This isn't real, raced through Malcolm's mind as he stared into Watkins whiskered face. It isn't real.

It couldn't be.

There was no possible way Watkins could be there.

He's not here, Malcolm decided as the shadow creatures laughed and jeered. He's not here.

He repeated the words until they became just another in a long line of never-ending loops he couldn't shut off no matter how hard he —and the litany of drugs he swallowed on a daily basis — tried.

This was just another of his hallucinations.

A byproduct of his grief over Eve's murder, stress from being arrested, and cracking his head on the stair outside.

John Watkins wasn't standing in front of him.

He was locked away somewhere he couldn't escape from.

Even as he tried to convince himself there was no possible way Watkins stood framed in the doorway, smiling that smile Malcolm saw whenever he closed his eyes, he knew it was a lie.

Watkins was there.

He wasn't imagining it.

Watkins was there in the cabin his father and him had brought Eve's sister, Sophie.

The same cabin they brought him.

Bands formed around Malcolm's head.

His throat.

Chest.

Tightened, tightened until he could barely form a coherent thought, much less draw a decent breath.

A simple camping trip they told his younger self.

Only, it wasn't.

They brought him there to that cabin for the same purpose as they did Sophie.

He wasn't a plaything, though.

No, his father brought him there with the intention of getting rid of him.

Why?

Because he had become a liability to them.

Poised a danger to them and their murder games .

I'm still a threat, Malcolm realized as Watkins took a step forward. To him, Endicott, and especially the Court of Owls.

The ones behind it all.

"See, I had a feeling you'd come here, Malcolm." Bile foamed, hot and frothy into Malcolm's mouth.
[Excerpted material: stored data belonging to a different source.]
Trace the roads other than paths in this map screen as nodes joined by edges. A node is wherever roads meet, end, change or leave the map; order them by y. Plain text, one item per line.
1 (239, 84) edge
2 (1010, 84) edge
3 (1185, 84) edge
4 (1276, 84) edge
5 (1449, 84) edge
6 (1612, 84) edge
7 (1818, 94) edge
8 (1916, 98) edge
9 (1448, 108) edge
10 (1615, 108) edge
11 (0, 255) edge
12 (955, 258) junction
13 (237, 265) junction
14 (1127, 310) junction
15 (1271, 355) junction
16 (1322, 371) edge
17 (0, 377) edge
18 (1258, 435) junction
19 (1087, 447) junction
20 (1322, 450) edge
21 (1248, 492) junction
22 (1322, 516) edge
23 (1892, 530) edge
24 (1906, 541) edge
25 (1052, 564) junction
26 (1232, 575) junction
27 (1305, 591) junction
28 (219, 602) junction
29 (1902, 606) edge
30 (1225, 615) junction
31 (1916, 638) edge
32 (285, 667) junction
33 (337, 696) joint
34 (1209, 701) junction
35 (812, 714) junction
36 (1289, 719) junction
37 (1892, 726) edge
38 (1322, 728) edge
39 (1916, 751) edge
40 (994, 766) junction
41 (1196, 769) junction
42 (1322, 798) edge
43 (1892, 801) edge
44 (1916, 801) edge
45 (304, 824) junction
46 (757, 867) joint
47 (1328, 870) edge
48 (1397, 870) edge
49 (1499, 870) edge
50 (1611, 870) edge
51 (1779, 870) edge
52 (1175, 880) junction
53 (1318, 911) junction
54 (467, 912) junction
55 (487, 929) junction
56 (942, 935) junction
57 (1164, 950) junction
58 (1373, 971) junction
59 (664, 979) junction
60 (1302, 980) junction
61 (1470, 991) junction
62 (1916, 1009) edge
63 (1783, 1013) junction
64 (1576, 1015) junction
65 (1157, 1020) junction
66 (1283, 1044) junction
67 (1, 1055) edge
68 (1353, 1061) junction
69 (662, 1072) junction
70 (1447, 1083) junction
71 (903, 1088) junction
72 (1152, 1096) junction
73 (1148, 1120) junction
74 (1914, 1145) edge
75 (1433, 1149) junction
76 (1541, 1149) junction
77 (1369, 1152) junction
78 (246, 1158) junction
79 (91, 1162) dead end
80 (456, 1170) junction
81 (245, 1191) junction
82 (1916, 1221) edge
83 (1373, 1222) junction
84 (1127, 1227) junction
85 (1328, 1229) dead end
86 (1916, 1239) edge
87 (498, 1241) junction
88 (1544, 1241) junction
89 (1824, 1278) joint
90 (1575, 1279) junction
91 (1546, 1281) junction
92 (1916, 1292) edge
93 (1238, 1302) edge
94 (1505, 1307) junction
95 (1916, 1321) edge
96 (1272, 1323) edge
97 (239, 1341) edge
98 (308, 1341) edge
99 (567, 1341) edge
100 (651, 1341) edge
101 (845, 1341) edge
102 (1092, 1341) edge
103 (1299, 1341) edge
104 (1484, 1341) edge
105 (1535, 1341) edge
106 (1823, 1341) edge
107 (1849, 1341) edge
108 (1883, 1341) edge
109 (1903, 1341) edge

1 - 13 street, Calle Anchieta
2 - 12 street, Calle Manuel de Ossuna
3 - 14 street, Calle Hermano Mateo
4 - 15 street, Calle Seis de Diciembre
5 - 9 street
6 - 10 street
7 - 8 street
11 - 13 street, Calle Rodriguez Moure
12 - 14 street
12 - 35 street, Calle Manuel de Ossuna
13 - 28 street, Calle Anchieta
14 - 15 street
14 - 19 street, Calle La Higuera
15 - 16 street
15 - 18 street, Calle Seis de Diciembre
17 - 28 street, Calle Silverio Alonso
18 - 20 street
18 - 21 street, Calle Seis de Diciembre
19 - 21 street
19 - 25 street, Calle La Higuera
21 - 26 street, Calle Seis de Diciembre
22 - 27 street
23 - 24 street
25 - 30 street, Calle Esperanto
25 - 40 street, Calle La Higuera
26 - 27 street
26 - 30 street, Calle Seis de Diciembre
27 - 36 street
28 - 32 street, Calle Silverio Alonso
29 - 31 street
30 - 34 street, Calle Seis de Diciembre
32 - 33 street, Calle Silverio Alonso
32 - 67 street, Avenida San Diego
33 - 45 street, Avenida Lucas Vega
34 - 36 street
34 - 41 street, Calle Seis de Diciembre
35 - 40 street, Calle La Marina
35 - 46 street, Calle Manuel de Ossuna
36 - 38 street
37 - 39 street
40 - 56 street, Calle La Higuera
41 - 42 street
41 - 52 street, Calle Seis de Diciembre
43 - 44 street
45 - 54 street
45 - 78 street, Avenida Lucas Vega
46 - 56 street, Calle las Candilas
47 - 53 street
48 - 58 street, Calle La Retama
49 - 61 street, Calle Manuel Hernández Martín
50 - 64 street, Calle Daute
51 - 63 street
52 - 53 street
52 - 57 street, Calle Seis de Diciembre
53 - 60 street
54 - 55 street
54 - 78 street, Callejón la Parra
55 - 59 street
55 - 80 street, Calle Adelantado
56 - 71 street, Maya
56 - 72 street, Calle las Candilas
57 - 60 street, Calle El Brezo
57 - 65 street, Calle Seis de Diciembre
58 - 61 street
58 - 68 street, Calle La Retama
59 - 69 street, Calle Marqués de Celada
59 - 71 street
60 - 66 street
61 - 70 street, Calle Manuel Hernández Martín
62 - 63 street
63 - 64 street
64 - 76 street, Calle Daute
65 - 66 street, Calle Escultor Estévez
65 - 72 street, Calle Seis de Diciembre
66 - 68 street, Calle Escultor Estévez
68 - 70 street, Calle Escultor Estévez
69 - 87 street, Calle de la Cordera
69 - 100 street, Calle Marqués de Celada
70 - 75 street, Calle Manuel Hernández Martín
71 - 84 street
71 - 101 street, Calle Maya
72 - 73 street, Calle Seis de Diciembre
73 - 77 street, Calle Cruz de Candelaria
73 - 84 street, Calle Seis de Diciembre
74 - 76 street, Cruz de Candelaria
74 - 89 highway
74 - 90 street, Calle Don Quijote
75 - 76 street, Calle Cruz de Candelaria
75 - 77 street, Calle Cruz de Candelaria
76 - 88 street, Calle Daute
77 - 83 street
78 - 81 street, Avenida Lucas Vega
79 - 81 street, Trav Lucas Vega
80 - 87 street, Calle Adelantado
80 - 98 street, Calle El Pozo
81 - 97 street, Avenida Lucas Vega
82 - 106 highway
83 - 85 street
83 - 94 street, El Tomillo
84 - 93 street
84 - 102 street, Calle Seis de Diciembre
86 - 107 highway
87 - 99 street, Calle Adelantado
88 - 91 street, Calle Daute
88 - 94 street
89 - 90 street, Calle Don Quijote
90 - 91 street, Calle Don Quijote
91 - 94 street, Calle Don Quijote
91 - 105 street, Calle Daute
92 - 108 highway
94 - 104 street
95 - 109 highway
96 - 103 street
Sheer will was all that kept it from bursting out from between his clenched teeth and splashing across Watkins boots. "Knew you couldn't resist…" Watkins paused; grinned, "temptation."

Malcolm's hand, the one with the psychogenic tremor, shuddered from the tips of his fingers all the way up his arm in one long, continuous ripple. He buried it against his thigh and did his best to school his features.

"I need to know what happened here." Flippancy was excruciatingly difficult but the only weapon he had to wield. "And since you refused to tell me…"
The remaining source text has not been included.